One of them started saying, “Beat her up too and arrest her, we’ll take her as well.”

But instead of that, one of the masked men, he grabbed me from my shirt and he started dragging me up the stairs… I saw my father fallen on the stairs as they were dragging him, but he wasn’t moving at all.

And then I saw them take my husband and my two brothers-in-law. They were taking them away like they were two prisoners of war, with their heads forced down. And I saw drops of blood on the stairs. And I knew that my father had been really hurt. Even though my father was unconscious, they were still beating him and kicking him and cursing him and saying that they were going to kill him.

We have no idea where they are. We haven’t even gotten a phone call from them saying that they’re okay.

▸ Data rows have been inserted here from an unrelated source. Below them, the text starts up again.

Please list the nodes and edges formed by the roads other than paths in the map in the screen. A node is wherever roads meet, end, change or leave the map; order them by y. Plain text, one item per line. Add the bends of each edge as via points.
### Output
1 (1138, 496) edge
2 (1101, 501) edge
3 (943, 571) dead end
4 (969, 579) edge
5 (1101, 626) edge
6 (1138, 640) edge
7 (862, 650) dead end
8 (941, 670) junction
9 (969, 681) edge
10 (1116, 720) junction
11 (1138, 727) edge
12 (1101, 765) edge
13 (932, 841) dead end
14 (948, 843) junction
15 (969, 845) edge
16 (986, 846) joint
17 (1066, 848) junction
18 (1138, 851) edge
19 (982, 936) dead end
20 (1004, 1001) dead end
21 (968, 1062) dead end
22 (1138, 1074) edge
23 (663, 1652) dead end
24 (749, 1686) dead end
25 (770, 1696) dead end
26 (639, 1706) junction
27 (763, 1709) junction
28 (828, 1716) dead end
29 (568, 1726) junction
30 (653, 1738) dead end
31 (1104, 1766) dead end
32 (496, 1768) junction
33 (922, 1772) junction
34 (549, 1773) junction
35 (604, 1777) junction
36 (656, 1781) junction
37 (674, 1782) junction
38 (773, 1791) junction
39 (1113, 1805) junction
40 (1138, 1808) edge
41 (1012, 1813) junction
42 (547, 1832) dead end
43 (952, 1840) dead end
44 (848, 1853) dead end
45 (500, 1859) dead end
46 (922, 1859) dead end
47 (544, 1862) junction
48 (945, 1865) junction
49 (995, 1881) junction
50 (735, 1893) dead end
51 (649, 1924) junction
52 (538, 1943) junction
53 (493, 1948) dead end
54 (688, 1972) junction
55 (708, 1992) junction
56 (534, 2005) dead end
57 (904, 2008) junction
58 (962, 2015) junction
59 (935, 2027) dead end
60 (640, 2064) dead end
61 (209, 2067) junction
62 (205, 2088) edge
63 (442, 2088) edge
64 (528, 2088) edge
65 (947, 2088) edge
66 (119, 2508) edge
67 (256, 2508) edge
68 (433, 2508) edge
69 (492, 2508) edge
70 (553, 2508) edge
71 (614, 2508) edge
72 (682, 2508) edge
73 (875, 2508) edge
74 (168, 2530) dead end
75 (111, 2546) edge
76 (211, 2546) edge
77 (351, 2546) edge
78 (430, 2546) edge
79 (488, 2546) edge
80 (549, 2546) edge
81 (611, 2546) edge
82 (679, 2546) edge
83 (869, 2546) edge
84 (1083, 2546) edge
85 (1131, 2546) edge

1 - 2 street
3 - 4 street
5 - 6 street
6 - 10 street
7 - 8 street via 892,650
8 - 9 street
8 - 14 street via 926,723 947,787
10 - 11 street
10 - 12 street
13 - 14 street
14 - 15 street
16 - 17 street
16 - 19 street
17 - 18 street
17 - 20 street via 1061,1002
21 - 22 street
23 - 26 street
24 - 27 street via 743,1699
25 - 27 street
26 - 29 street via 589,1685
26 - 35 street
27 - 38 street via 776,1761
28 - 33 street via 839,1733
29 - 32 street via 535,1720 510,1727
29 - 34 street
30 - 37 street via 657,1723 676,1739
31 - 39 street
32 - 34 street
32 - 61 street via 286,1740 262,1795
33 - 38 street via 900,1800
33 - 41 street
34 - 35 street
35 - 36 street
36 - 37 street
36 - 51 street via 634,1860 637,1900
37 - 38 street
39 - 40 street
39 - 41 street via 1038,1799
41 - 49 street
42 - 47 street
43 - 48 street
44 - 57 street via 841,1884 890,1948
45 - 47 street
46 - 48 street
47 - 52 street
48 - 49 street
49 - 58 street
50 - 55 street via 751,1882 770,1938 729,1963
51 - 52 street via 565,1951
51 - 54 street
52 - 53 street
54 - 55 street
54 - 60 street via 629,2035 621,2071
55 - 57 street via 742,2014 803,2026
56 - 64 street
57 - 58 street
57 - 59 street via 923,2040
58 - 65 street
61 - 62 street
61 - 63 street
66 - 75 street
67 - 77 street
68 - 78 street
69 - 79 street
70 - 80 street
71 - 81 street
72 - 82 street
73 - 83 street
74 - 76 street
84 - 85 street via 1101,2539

And that’s why the last thing that I could think of doing is to just go on hunger strike. I don’t like the feeling of being helpless, of sitting here wondering how they are torturing my father, my husband, my brother-in-law and my uncle. This is my way of trying to do something, of trying to help them, of trying to get the world to realize what’s happening here and what’s happening to my people, what’s happening to my family.”

After sharing her story, Zinaib ended with another passage to her letter to President Obama.

“I ask of you to look into your beautiful daughters' eyes tonight and think to yourself what you are personally willing to sacrifice in order to make sure they can sleep safe at night, that they can grow up with hope rather than fear and heartache, that they can have their father and grandfather's embrace to run to when they are hurt or in need of support. Last night my one-year-old daughter went knocking on our bedroom door calling for her father, the first word she ever learnt. It tore my heart to pieces. How do you explain to a one-year-old that her father is imprisoned? I need to look into my daughter's eyes tomorrow, next week, in the years to come, and tell her I did all that I could to protect her family and future.

For my daughter's sake, for her future, for my father's life, for the life of my husband, to unite my family again, I will begin my hunger strike,"
writes Zinaib.

Bahraini officials have rejected claims of a targeted campaign against opposition activists, insisting authorities are only doing what was necessary to ensure law and order.

Critics suspect many countries have been reluctant to take a firm stance on Bahrain because of the emirate’s strategic importance as a Western ally in the oil-producing Persian Gulf region. Bahrain is also home to the U.S. Navy’s 5th Fleet.